Miss Manhattan Hangs Out with MTHR TRSA
High and Scared.
In a dressing room at Performance Space New York, MTHR TRSA is brushing a wig as bodies twist themselves into a host of pantyhose, spandex, and ALMOST NONBINARY t-shirts (yes, you can buy them–here, along with her ACTIVELY EATING shirts). Today, in about two hours, she’ll be debuting her performance piece High and Scared, an experimental work in progress, the title of which she also has tattooed on her back in stick-and-poke script. Until showtime, wigs need fluffing, costumes need adjusting, lighting cues need organizing. It’s a periodic dash up and downstairs.
If High and Scared is at all similar to the work of TRSA’s that I have seen previously, my brain will positively fall out of my head. From the first time I saw her perform–at an outdoor version of Bushwig in Maria Hernandez Park during the pandemic, in rhinestoned New Balances, no less–I have watched her bend and twist the possibilities of drag, of performance, of what it means to take up space, of what it means to be vulnerable. She does this not just through her work onstage, though, but in images and production–some of her clients include Condé Nast, Paper Magazine, and Adidas, among others–and even as a DJ. I have come to anticipate cultural commentary, wry self-awareness, and innovative storytelling in anything she does.
Even backstage, these qualities start to reveal themselves, as TRSA directs her cast, many of them denizens of drag and nightlife themselves, into wig caps, bungee cords, blazers, and singlets. Downstairs in one of PSNY’s black box spaces, she runs them through the show, where they’ll enter, where they’ll get their microphones.
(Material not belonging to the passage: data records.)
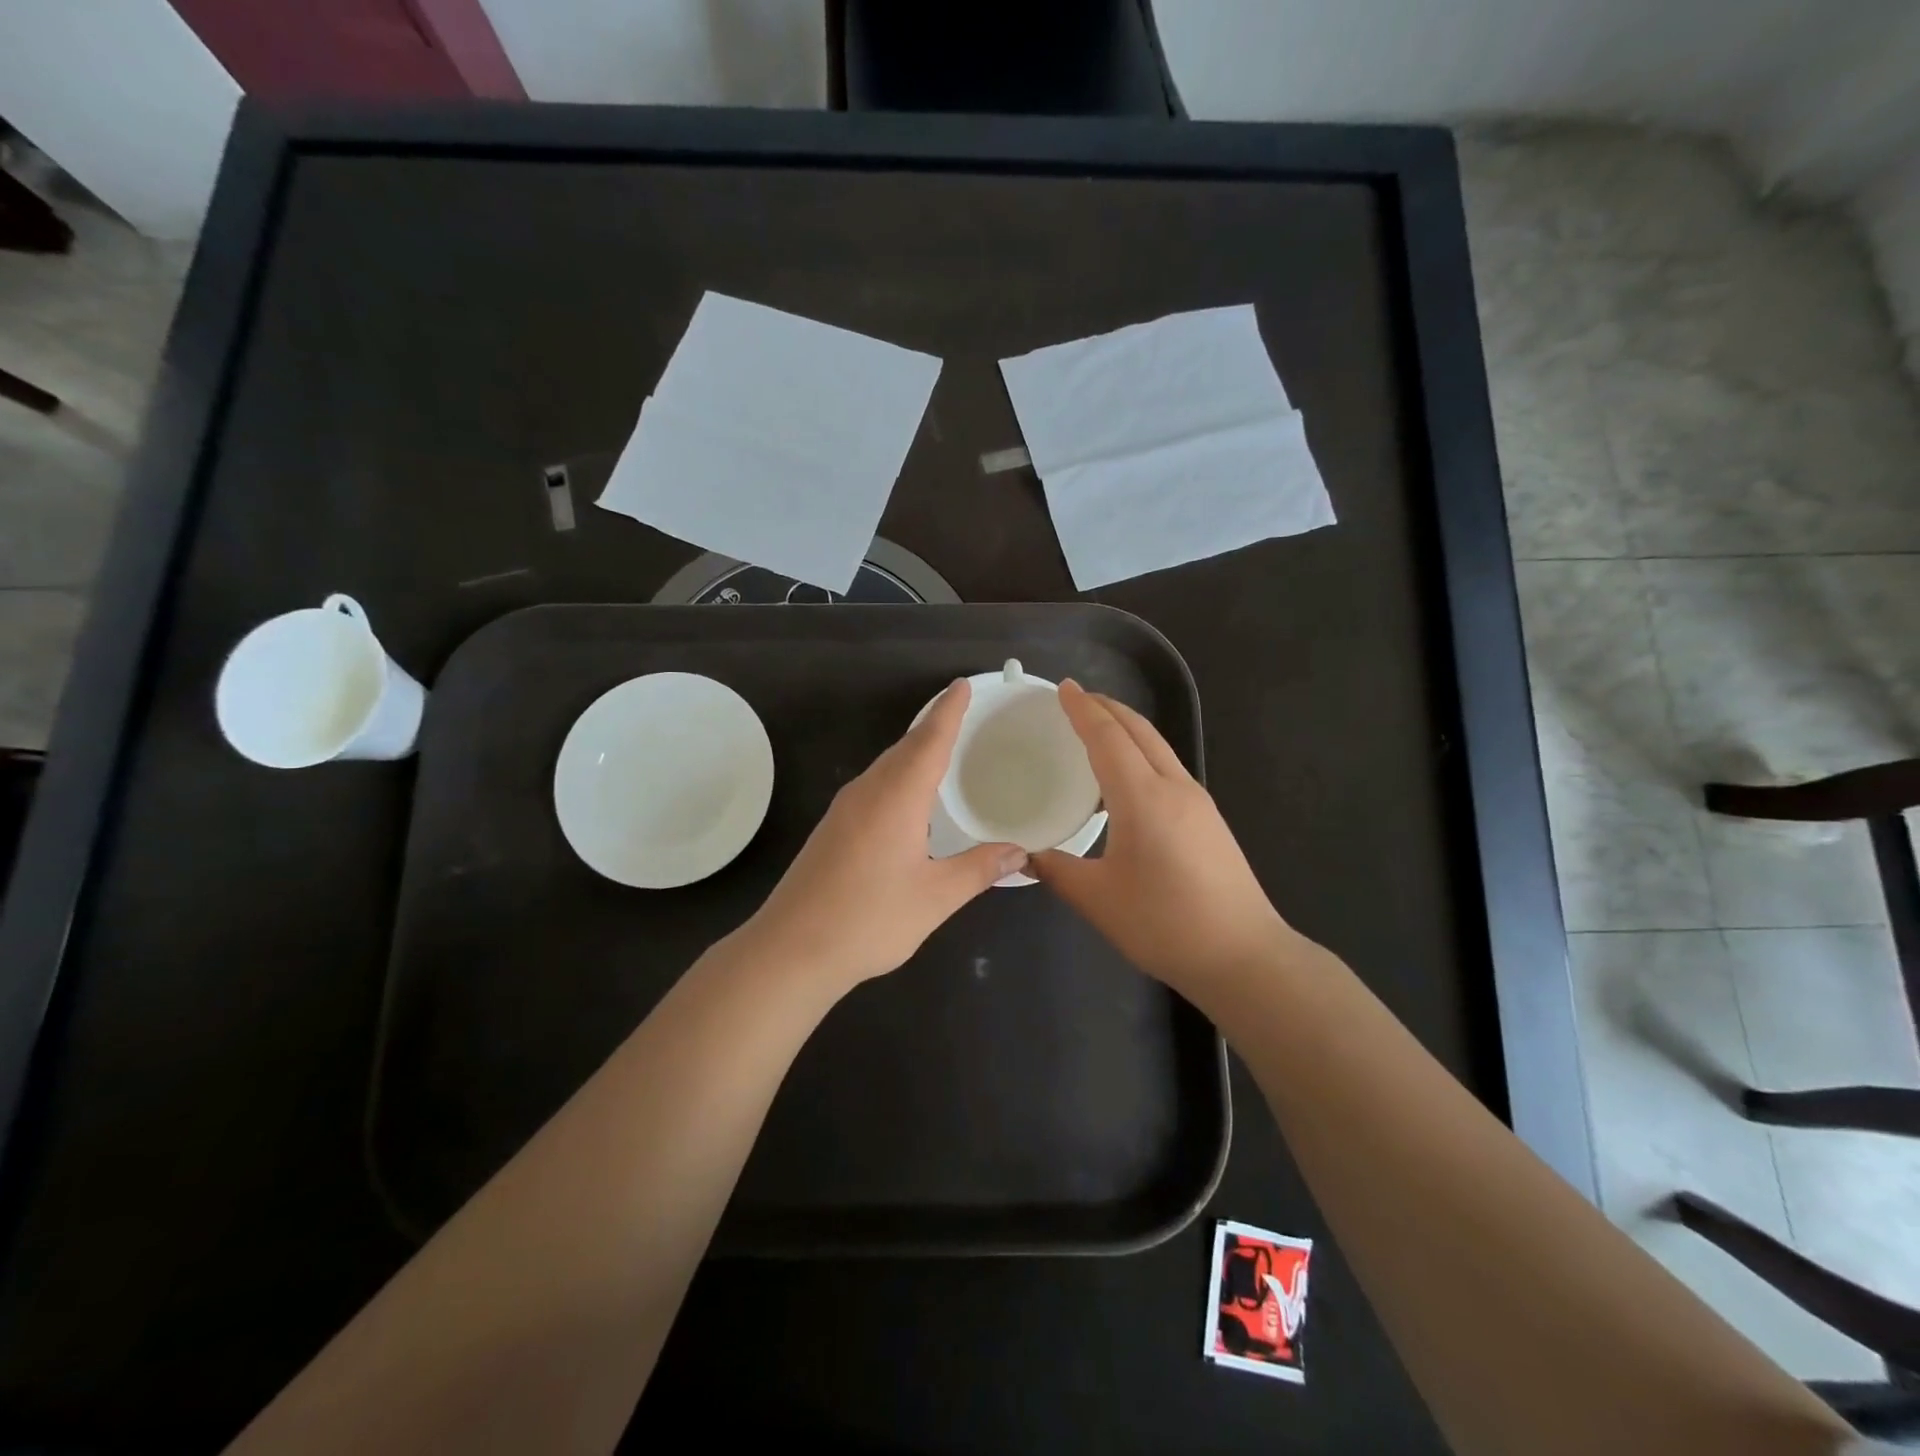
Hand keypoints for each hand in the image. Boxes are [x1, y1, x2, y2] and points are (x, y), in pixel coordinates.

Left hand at [740, 680, 1026, 989]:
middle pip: (905, 748)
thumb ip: (978, 869)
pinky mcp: (832, 829)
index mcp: (897, 797)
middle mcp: (868, 792)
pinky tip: (907, 799)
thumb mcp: (935, 897)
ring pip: (886, 766)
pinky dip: (897, 776)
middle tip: (961, 714)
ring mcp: (844, 809)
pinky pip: (873, 786)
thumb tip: (1019, 852)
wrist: (791, 950)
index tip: (962, 685)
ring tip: (941, 751)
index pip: (929, 740)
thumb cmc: (868, 919)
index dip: (949, 711)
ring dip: (913, 752)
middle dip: (933, 727)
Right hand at [1031, 681, 1288, 993]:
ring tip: (1099, 729)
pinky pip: (1168, 768)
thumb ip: (1057, 871)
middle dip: (1107, 708)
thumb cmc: (1165, 924)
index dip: (1083, 710)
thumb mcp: (1098, 900)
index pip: (1107, 737)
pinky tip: (1128, 777)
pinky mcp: (1209, 820)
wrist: (1244, 955)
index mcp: (1142, 798)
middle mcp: (1174, 788)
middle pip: (1139, 731)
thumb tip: (1025, 856)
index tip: (1063, 688)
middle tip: (1077, 699)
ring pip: (1158, 747)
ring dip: (1127, 729)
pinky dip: (1142, 753)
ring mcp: (1198, 802)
She places the run of the show by the door.
Performers retreat to the dressing room until the start of the show, and the low hum of a crowd buzzes outside. People who have shown up tonight know TRSA’s magic. Soon the audience is big enough that the venue has to add more chairs.
Set in the flickering lights, loneliness, and listlessness of the club, the performance becomes a meditation on loss and identity through a nightlife lens. It is “built on endurance choreography and physical therapy-inspired movement” that pulses under vibrant hues as a story of grief reveals itself, glossed with TRSA’s signature dark humor. Sometimes the only way to survive is to keep going. But, as TRSA asks us to consider, maybe it was just a fashion show all along.
Not only is my brain separate from my skull, it is now merely hanging on by a thread. This is the only kind of performance I ever want to see, the kind I leave realizing there are ways to tell a story I didn’t even know existed. And this is just a work in progress? TRSA is a fucking genius. I pick my jaw up off the floor, but I leave my brain unattached for a while, reveling in the magic of disconnection, feeling fed, feeling grateful for her work and swimming in awe of this artist.